**Aim of the task**
Copy out the data word for word, without any of its pictures.

Segment Start: Record excerpts

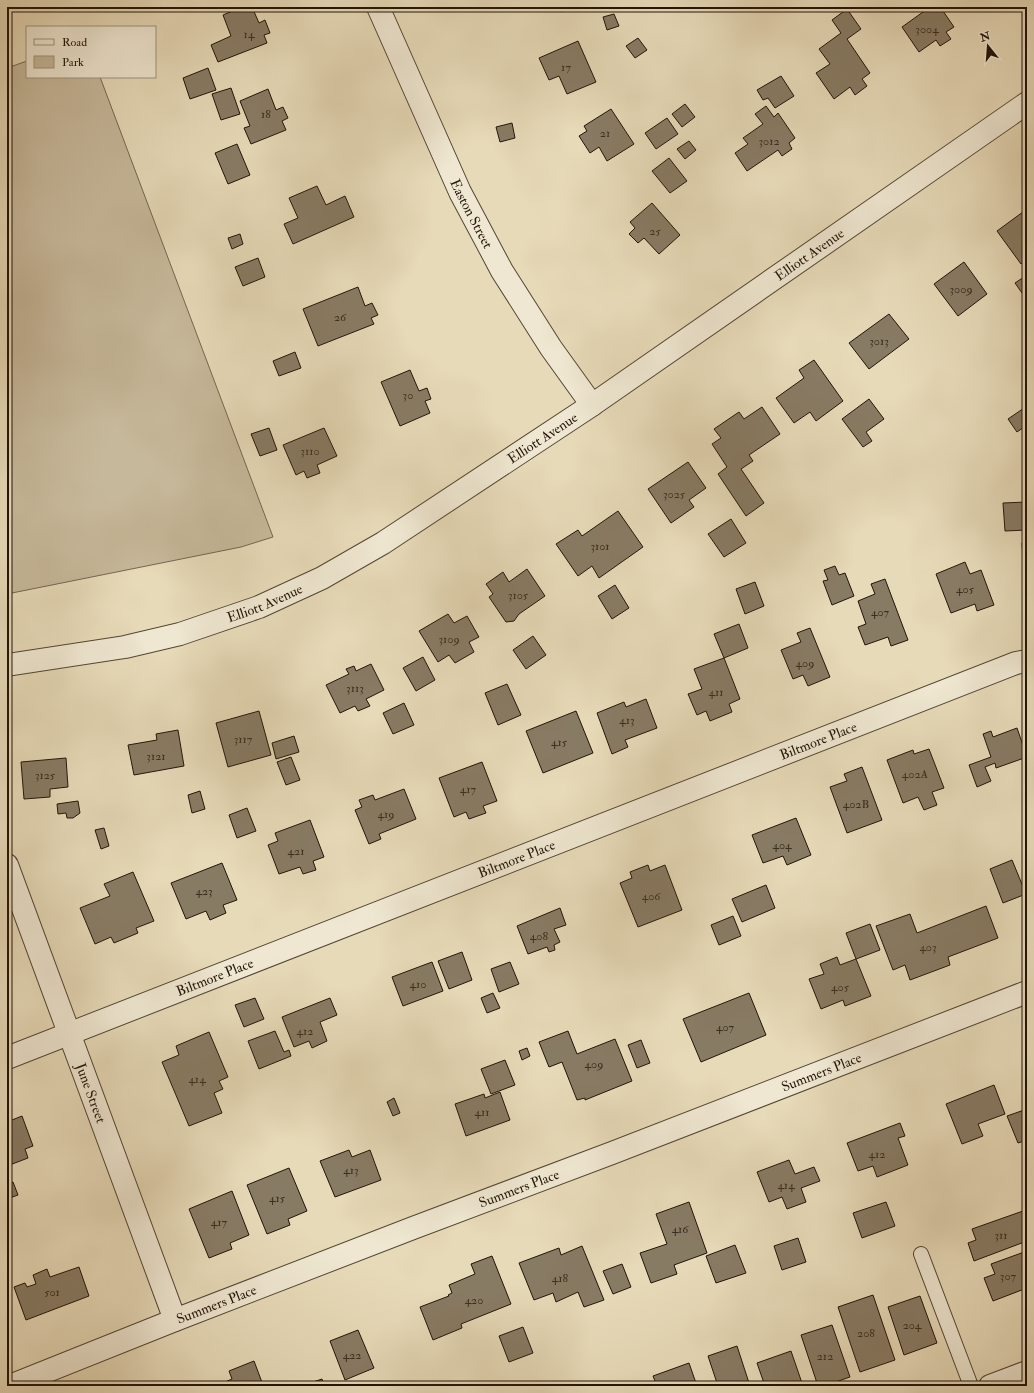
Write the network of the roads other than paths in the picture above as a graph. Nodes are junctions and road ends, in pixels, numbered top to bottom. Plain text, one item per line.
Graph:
1 (378, 7) edge
2 (1027, 103) edge
3 (592, 405) junction
4 (1027, 661) edge
5 (7, 665) edge
6 (7, 865) edge
7 (1027, 992) edge
8 (69, 1033) junction
9 (7, 1058) edge
10 (921, 1254) dead end
11 (175, 1320) junction
12 (1027, 1372) edge
13 (10, 1386) edge
14 (971, 1386) edge
15 (990, 1386) edge

1 - 3 street, Easton Street
2 - 3 street, Elliott Avenue
3 - 5 street, Elliott Avenue
4 - 8 street, Biltmore Place
6 - 8 street, June Street
7 - 11 street, Summers Place
8 - 9 street, Biltmore Place
8 - 11 street, June Street
10 - 14 lane
11 - 13 street, Summers Place
12 - 15 street

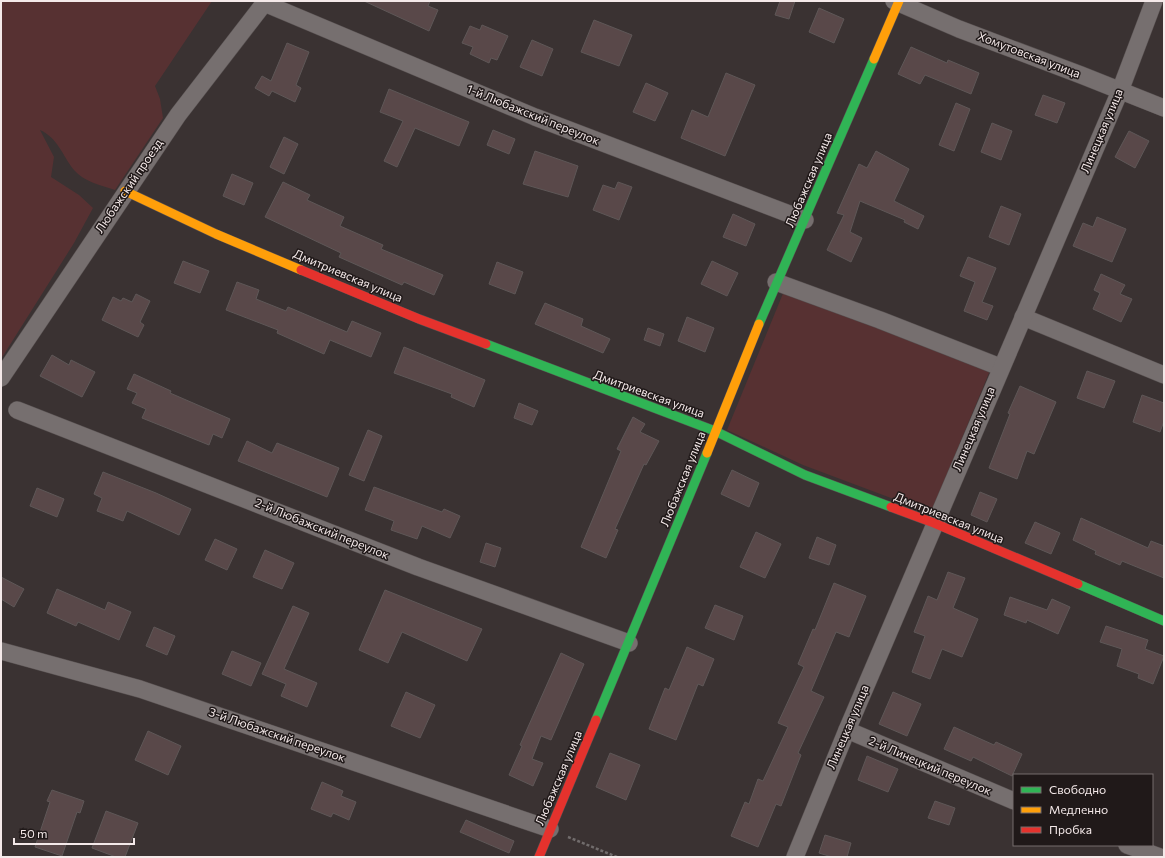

Segment End: Record excerpts

**Exercise answer**
Write the network of the roads other than paths in the picture above as a graph. Nodes are junctions and road ends, in pixels, numbered top to bottom. Plain text, one item per line.
Graph:
1 (378, 7) edge
2 (1027, 103) edge
3 (592, 405) junction
4 (1027, 661) edge
5 (7, 665) edge
6 (7, 865) edge
7 (1027, 992) edge
8 (69, 1033) junction
9 (7, 1058) edge
10 (921, 1254) dead end
11 (175, 1320) junction
12 (1027, 1372) edge
13 (10, 1386) edge
14 (971, 1386) edge
15 (990, 1386) edge

1 - 3 street, Easton Street
2 - 3 street, Elliott Avenue
3 - 5 street, Elliott Avenue
4 - 8 street, Biltmore Place
6 - 8 street, June Street
7 - 11 street, Summers Place
8 - 9 street, Biltmore Place
8 - 11 street, June Street
10 - 14 lane
11 - 13 street, Summers Place
12 - 15 street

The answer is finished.